If someone calls you “dude,” don’t be offended. After all, it was originally a new word for “dandy,” an extremely well-dressed male who paid particular importance to how he appeared. According to the McGraw-Hill Dictionary of American Idioms and Phrasal Verbs, the best known of this type is probably Evander Berry Wall, who was dubbed “King of the Dudes” in 1880s New York and maintained a reputation for sartorial splendor all his life. Nowadays, it’s an informal way of addressing someone (“Dude, the house is on fire.”).
Yes, we are devoted cell phone users. Be careful in approaching a native. He or she may be startled by an attempt to initiate a conversation that does not emerge from a hand-held device. Confusion may ensue and it may take a few minutes to establish eye contact.
There was a time when it was common to spot a celebrity or two while driving around Hollywood. Those days are gone. Most celebrities these days spend their days hiding from the paparazzi behind the walls of their mansions, only emerging at night to attend a Lakers game. Or to punch the aforementioned paparazzi.
We’re not all weirdos. After all, there are some 38 million people living in California so the chances of encountering some goofball are greater than in, say, North Dakota. Besides, if we’re smart enough to live here, we can’t be all bad.
Whatever you do, do not watch the local news on TV. If you do, you’ll be convinced that the streets are awash in blood. That’s because TV is devoted to the “if it bleeds, it leads” school of reporting. The fact is that crime figures for 2012 show that the overall crime rate in Los Angeles fell 1.4 percent. Notching a decline for the 10th year in a row, Los Angeles now has the lowest crime rate in the country for cities with a population over 2 million people. Does that mean you should loudly poke fun at a biker gang in a dark alley? Only if you want to skew the statistics.

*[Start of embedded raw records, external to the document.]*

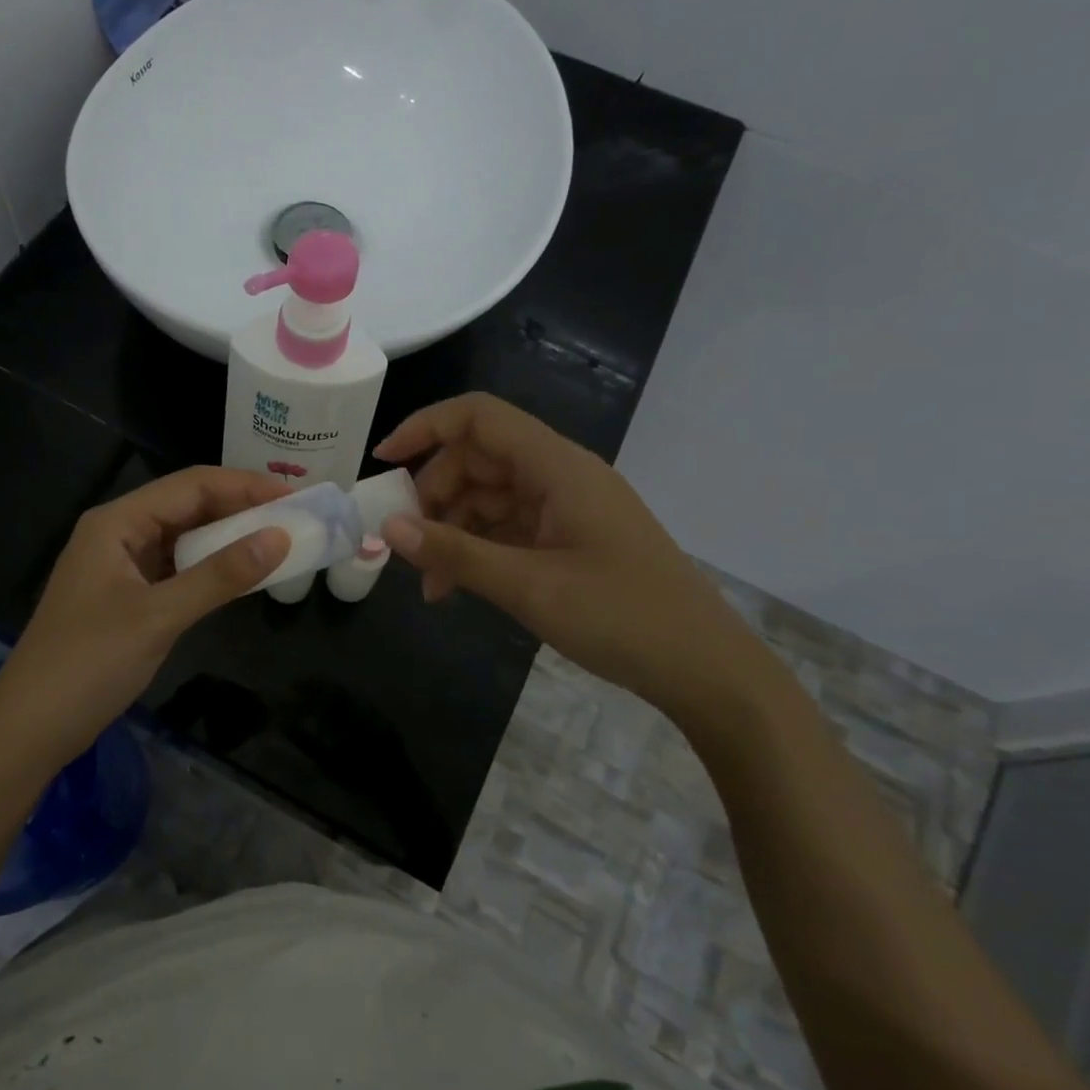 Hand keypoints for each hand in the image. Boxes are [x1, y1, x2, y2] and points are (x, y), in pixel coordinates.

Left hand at [0, 467, 290, 771]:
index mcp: (117, 522)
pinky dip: (210, 568)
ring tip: (278, 540)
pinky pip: (177, 568)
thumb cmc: (87, 664)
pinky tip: (241, 574)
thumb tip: (280, 538)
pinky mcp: (127, 596)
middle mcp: (118, 533)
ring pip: (184, 538)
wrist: (29, 730)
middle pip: (188, 506)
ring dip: (228, 538)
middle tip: (296, 517)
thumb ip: (220, 576)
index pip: (191, 486)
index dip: (245, 486)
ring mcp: (121, 565)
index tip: (295, 496)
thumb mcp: (159, 616)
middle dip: (240, 508)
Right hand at [374, 393, 782, 735]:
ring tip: (428, 583)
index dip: (425, 428)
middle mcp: (559, 476)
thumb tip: (389, 528)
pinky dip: (476, 551)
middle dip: (434, 495)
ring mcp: (565, 509)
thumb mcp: (529, 587)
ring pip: (488, 497)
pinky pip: (507, 529)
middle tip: (405, 542)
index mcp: (557, 467)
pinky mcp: (568, 540)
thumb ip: (455, 553)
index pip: (479, 418)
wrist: (706, 671)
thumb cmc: (623, 618)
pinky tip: (454, 588)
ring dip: (452, 530)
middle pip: (477, 459)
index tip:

Contrary to popular opinion, we do not all live on the beach. In fact, most of us don’t. If you want to sample beach living, drive out to Malibu where an ocean-front lot costs more than the entire city of Detroit. While you’re there, stop at an eatery and try the free-range sushi at $25 a pop.
Traffic? It’s bad. Depending on what source you choose to use, the worst cities for traffic are either L.A. or Washington, D.C. or San Francisco or Honolulu. Why split hairs? It’s like determining whether you’d like to be stabbed by a Philips head screwdriver or shot with a crossbow. Either way, it’s going to be painful. Finding a cab in this town is like looking for an albino rhinoceros. Buses usually display a destination that most residents would have trouble identifying. Best advice: walk or take the lite rail.
Last but not least, if you’re looking for Stanford fans, they’ll be the group down at the end of the bar dressed in white lab coats and horned rim glasses discussing Higgs boson. If you don’t know what that is, don’t bother speaking to them.